Alternately, you can place an infusion cannula in the peripheral clear cornea and a port in the pars plana and do the vitrectomy that way. Since the patient’s had a posterior capsulotomy, you have an open communication within the entire globe, so you don’t necessarily have to place an infusion port via trocar in the pars plana.

The best sequence for this procedure is as follows: Put in the trocars while the globe is well-formed; cap off the infusion port; do all of your anterior segment manipulation in preparation for the lens explantation; remove the old lens; go back and do your vitrectomy; and finally place the new lens in the sulcus. If you take the lens out first, the eye will be too soft to get the trocars in the right spot.

 • Removing an old PMMA lens. Surgeons can sometimes be surprised by a PMMA lens, since such a lens can’t be cut and needs to be explanted whole. In such cases, you may want to use a scleral tunnel wound at least 6 mm wide. The scleral wound gives a little more self-sealing stability. Also, for these cases I probably wouldn’t plan on putting the replacement lens in the sulcus, because the odds are you’ll just have to take it out and ultimately put in an anterior chamber lens using a 6-mm wound.

Placing an AC IOL

Sometimes, you won’t be able to place an IOL in the sulcus following an explantation and instead you’ll have to fixate one in the anterior chamber. Here are some tips for the best results.

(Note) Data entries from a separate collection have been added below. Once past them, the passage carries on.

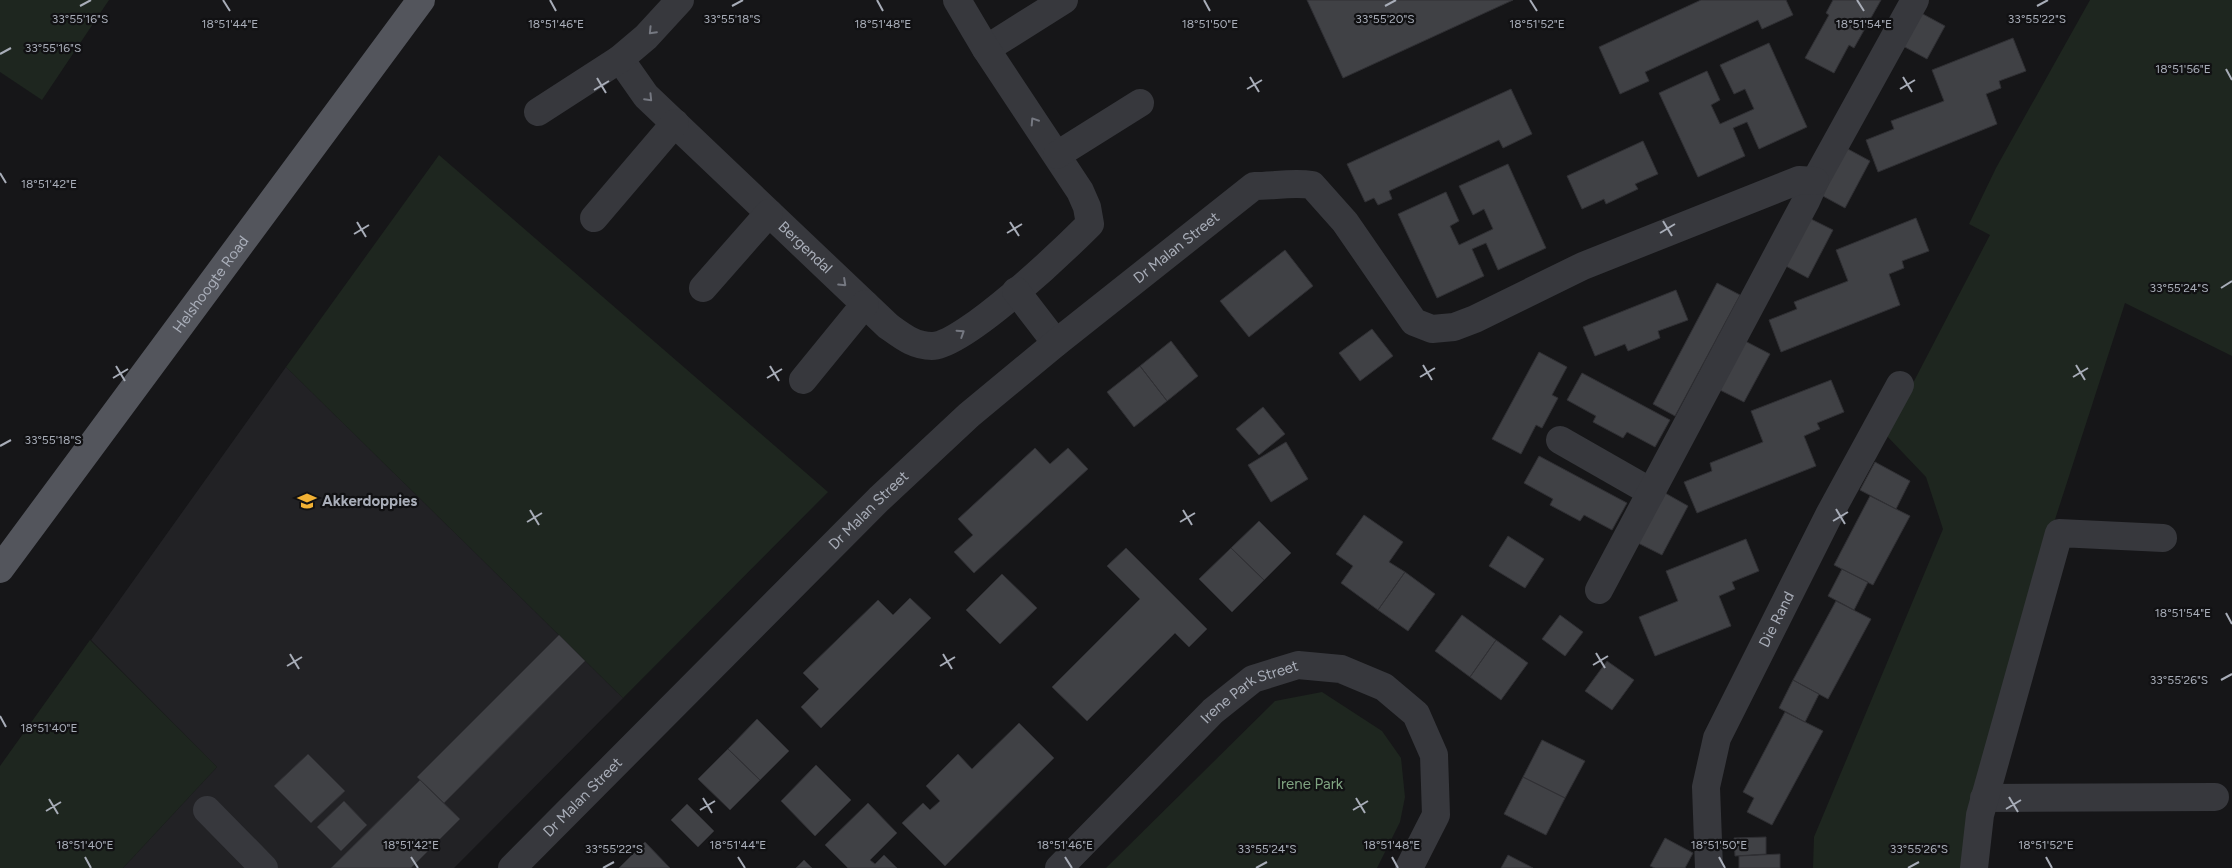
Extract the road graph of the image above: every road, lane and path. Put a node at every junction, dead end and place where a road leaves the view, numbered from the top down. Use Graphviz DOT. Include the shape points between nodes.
graph roads {
  1 [pos="421,0"];
  2 [pos="680,0"];
  3 [pos="957,0"];
  4 [pos="1064,0"];
  5 [pos="1915,0"];
  6 [pos="986,49"];
  7 [pos="620,59"];
  8 [pos="1140,102"];
  9 [pos="538,112"];
  10 [pos="675,123"];
  11 [pos="1057,155"];
  12 [pos="1814,181"];
  13 [pos="769,213"];
  14 [pos="594,218"];
  15 [pos="703,288"];
  16 [pos="1016,291"];
  17 [pos="865,304"];
  18 [pos="1056,343"];
  19 [pos="803,380"];
  20 [pos="1900,386"];
  21 [pos="1560,440"];
  22 [pos="1651,492"];
  23 [pos="2163,538"];
  24 [pos="0,568"];
  25 [pos="1599,590"];
  26 [pos="2215,797"];
  27 [pos="1984,798"];
  28 [pos="207,810"];
  29 [pos="517,866"];
  30 [pos="264,868"];
  31 [pos="1059,868"];
  32 [pos="1409,868"];
  33 [pos="1709,868"];
  34 [pos="1974,868"];
  1 -- 24 [label="main road, Helshoogte Road"];
  2 -- 7 [label="street, one-way" via="646,37"];
  3 -- 6 [label="street, Bergendal"];
  4 -- 6 [label="street"];
  5 -- 12 [label="street"];
  11 -- 6 [label="street, Bergendal, one-way"];
  7 -- 9 [label="street"];
  7 -- 10 [label="street, Bergendal, one-way" via="646,96"];
  8 -- 11 [label="street"];
  10 -- 13 [label="street, Bergendal"];
  10 -- 14 [label="street"];
  11 -- 16 [label="street, Bergendal" via="1080,191 1090,224"];
  12 -- 18 [label="street, Dr Malan Street" via="1790,183 1583,266 1475,319 1454,327 1432,329 1414,322 1345,222 1312,185 1254,186"];
  12 -- 22 [label="street"];
  13 -- 15 [label="street"];
  13 -- 17 [label="street, Bergendal, one-way"];
  17 -- 16 [label="street, Bergendal, one-way" via="902,336 916,344 934,346 960,335"];
  16 -- 18 [label="street"];
  17 -- 19 [label="street"];
  18 -- 29 [label="street, Dr Malan Street" via="969,416 879,499"];
  20 -- 33 [label="street, Die Rand" via="1829,515 1717,738 1706,787"];
  21 -- 22 [label="street"];
  22 -- 25 [label="street"];
  23 -- 27 [label="street" via="2059,533"];
  26 -- 27 [label="street"];
  27 -- 34 [label="street"];
  28 -- 30 [label="street"];
  31 -- 32 [label="street, Irene Park Street" via="1213,712 1253,679 1298,665 1342,669 1384,687 1416,714 1434,755 1436,815"];
}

I use a 6-mm scleral tunnel for the procedure, and I’m also prepared to perform a vitrectomy, since patients who had their original cataract surgery years ago and are now aphakic will need a vitrectomy for sure. Again, if I have to perform a vitrectomy, I make sure my trocars are in before the eye is opened in order to make it easy to place them.

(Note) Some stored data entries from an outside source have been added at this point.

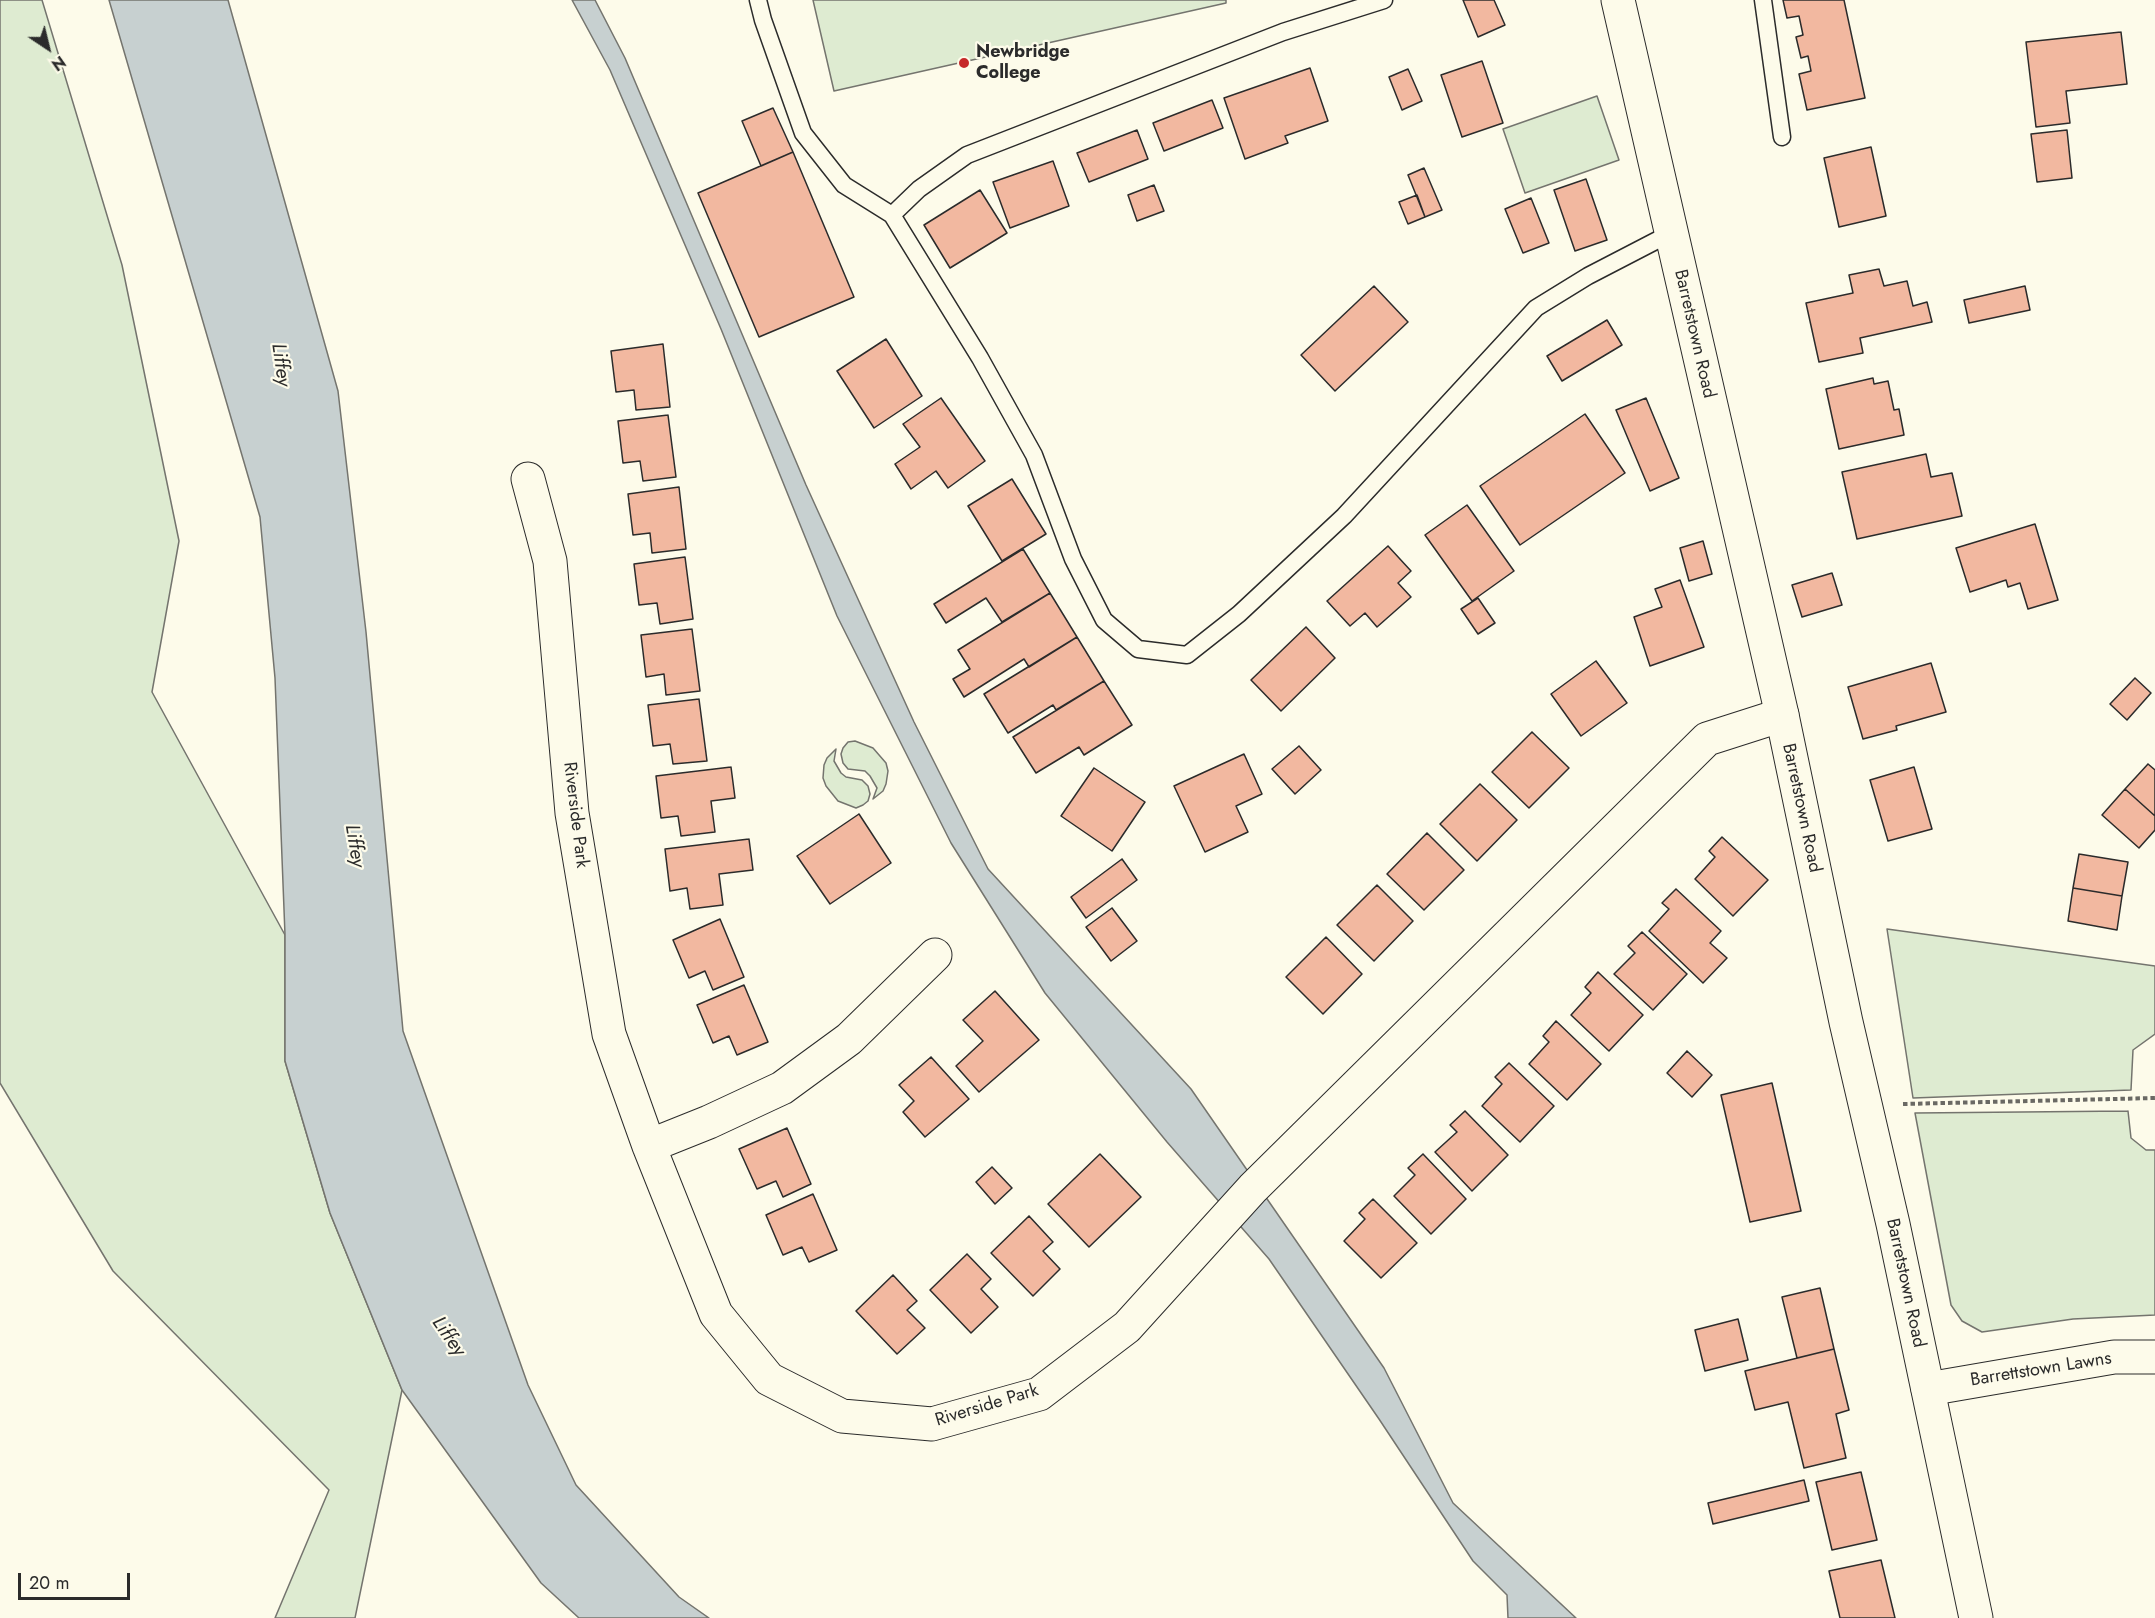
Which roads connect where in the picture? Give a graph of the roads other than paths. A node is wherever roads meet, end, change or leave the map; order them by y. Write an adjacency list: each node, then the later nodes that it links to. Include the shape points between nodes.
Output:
1 (758, 0): 6 (lane, via 803,133 844,185)
2 (1384, 0): 6 (lane, via 1283,32 968,155 919,189)
3 (1618, 0): 7 (street, Barretstown Road)
4 (1763, 0): 5 (lane)
5 (1782, 137)
6 (892, 215): 7 (lane, via 980,358 1034,456 1073,559 1104,620 1138,649 1187,655 1239,614 1344,516 1536,308)
7 (1671, 233): 9 (street, Barretstown Road)
8 (528, 479): 11 (street, Riverside Park, via 550,561 572,813 609,1034)
9 (1782, 715): 11 (street, Riverside Park, via 1707,739 1252,1188 1127,1327 1039,1394 932,1424 842,1416 769,1379 716,1314); 13 (street, Barretstown Road)
10 (935, 955): 11 (street, via 849,1039 782,1088)
11 (649, 1146)
12 (2155, 1357): 13 (street, Barrettstown Lawns, via 2114,1358)
13 (1928, 1389): 14 (street, Barretstown Road)
14 (1976, 1618)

An iridectomy is a must in these patients, since these AC lens patients will almost always develop pupillary block. Also, remember that it’s always easier to make an iridectomy before you place the new lens. In my cases, I always make one first.
I then put in Miochol and Myostat, instill viscoelastic and place the lens, rotating it a little to make sure its sizing is accurate. If the lens is too small, which you’ll know if it’s freely spinning in the anterior chamber, you’ll need a larger one. However, be careful: Jamming a lens that’s too big into the chamber is just as bad as using a small lens, because the large lens has a greater potential for compressing the angle and causing chronic cystoid macular edema and inflammation. With the correct lens in place, I close the case with two or three 10-0 nylon sutures.

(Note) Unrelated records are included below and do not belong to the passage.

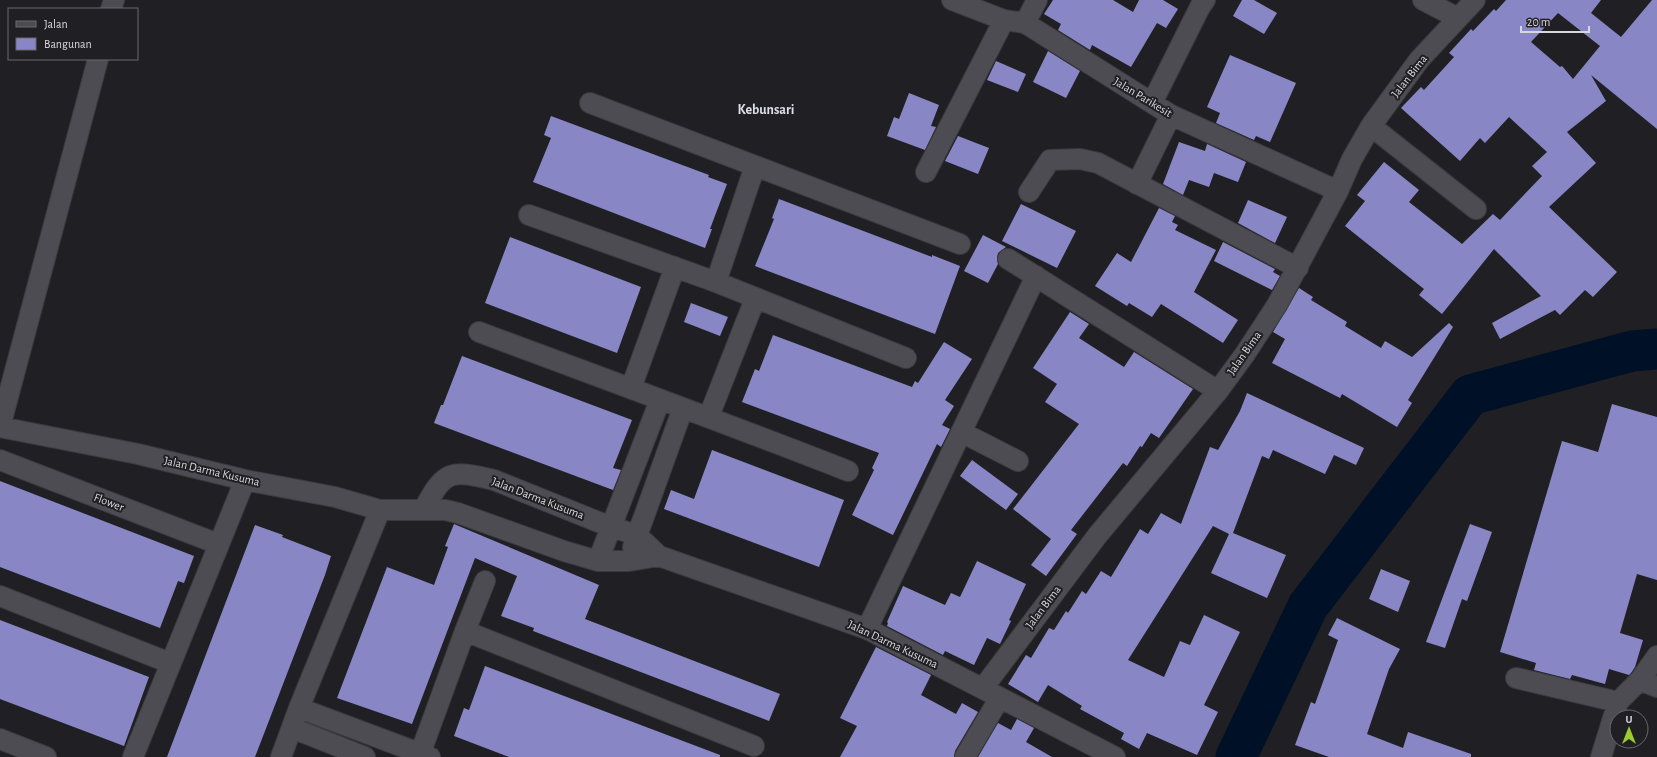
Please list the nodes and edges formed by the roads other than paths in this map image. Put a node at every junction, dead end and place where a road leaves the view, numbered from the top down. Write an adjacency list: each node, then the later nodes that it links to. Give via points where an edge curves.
1 (952, 0): 7 (street, Jalan Parikesit)
2 (1037, 0): 8 (street)
3 (1205, 0): 11 (street)
4 (1423, 0): 6 (street)
5 (1476, 0): 6 (street, Jalan Bima)
6 (1458, 18): 13 (street, Jalan Bima, via 1419,60)
7 (1004, 20): 8 (street, Jalan Parikesit); 15 (street)
8 (1025, 23): 11 (street, Jalan Parikesit)
9 (98, 60): 35 (street)
10 (590, 103): 14 (street)
11 (1152, 103): 12 (street, Jalan Parikesit)
12 (1171, 114): 16 (street); 17 (street, Jalan Parikesit)
13 (1371, 126): 17 (street, Jalan Bima, via 1352,159); 19 (street)
14 (755, 166): 21 (street); 26 (street)
15 (926, 172)
16 (1137, 184): 18 (street, via 1098,163 1080,159 1057,159 1050,160); 24 (street)
17 (1338, 191): 24 (street, Jalan Bima)
18 (1029, 192)
19 (1476, 209)
20 (529, 215): 23 (street)
21 (960, 244)
22 (1008, 259): 25 (street)
23 (675, 267): 26 (street); 30 (street)
24 (1298, 268): 31 (street, Jalan Bima, via 1277,305)
25 (1036, 276): 31 (street); 36 (street)
26 (716, 282): 27 (street)
27 (755, 299): 29 (street); 34 (street)
28 (479, 332): 30 (street)
29 (906, 358)
30 (630, 388): 32 (street)
31 (1218, 391): 57 (street, Jalan Bima, via 1097,536)
32 (660, 400): 33 (street); 43 (street)
33 (683, 408): 34 (street); 44 (street)
34 (709, 416): 39 (street)
35 (0, 427): 40 (street, Jalan Darma Kusuma, via 138,454)
36 (961, 432): 38 (street); 51 (street)
37 (0, 460): 45 (street, Flower)
38 (1018, 461)
39 (848, 471)
40 (245, 480): 42 (street, Jalan Darma Kusuma, via 335,497); 45 (street)
41 (424, 509): 42 (street, Jalan Darma Kusuma); 43 (street, Jalan Darma Kusuma, via 439,483 448,476 474,475 494,480); 47 (street, Jalan Darma Kusuma, via 458,513)
42 (380, 510): 60 (street)
43 (611, 527): 44 (street, Jalan Darma Kusuma); 47 (street)
44 (636, 535): 46 (street, Jalan Darma Kusuma); 48 (street)
45 (218, 544): 54 (street)
46 (659, 556): 48 (street, Jalan Darma Kusuma); 51 (street, Jalan Darma Kusuma)
47 (598, 561): 48 (street, Jalan Darma Kusuma)
48 (629, 561)
49 (485, 581): 52 (street)
50 (0, 596): 54 (street)
51 (867, 629): 57 (street, Jalan Darma Kusuma)
52 (465, 631): 63 (street); 64 (street)
53 (1657, 656): 56 (street)
54 (170, 663): 66 (street)
55 (1516, 678): 59 (street)
56 (1648, 683): 59 (street)
57 (983, 688): 58 (street, Jalan Darma Kusuma)
58 (1000, 699): 69 (street); 70 (street, Jalan Darma Kusuma)
59 (1618, 702): 71 (street)
60 (299, 708): 61 (street); 64 (street)
61 (292, 728): 67 (street); 68 (street)
62 (0, 739): 65 (street)
63 (754, 746)
64 (423, 756)
65 (46, 757)
66 (133, 757)
67 (281, 757)
68 (365, 757)
69 (965, 757)
70 (1116, 757)
71 (1601, 757)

I don’t find pre-existing glaucoma to be a contraindication to implanting an AC lens, even though there’s a school of thought that recommends a posterior chamber lens for these patients. I’m not sure whether an AC lens causes that much more potential for glaucoma, but if the patient’s on multiple medications, an AC lens implantation allows me to perform a small trabeculectomy at the same time as the lens exchange. The trabeculectomy is very easy to do because I’ve already made a scleral flap to insert the AC lens. It’s almost like doing a combined cataract/trabeculectomy, except I’m not doing a cataract, just converting the flap for use with the trabeculectomy. When I’m finished, I have a nice trabeculectomy in combination with an AC lens and some outflow protection.

Though lens explantations can be tricky and need to be done with some finesse, they are increasingly necessary. If you have plans for a full-service cataract practice you have to be ready, both mentally and in terms of your surgical skills, to perform lens exchanges.  

Dr. Grayson is an attending surgeon at the New York Eye and Ear Infirmary, Manhattan Eye, Ear and Throat Hospital and Lenox Hill Hospital.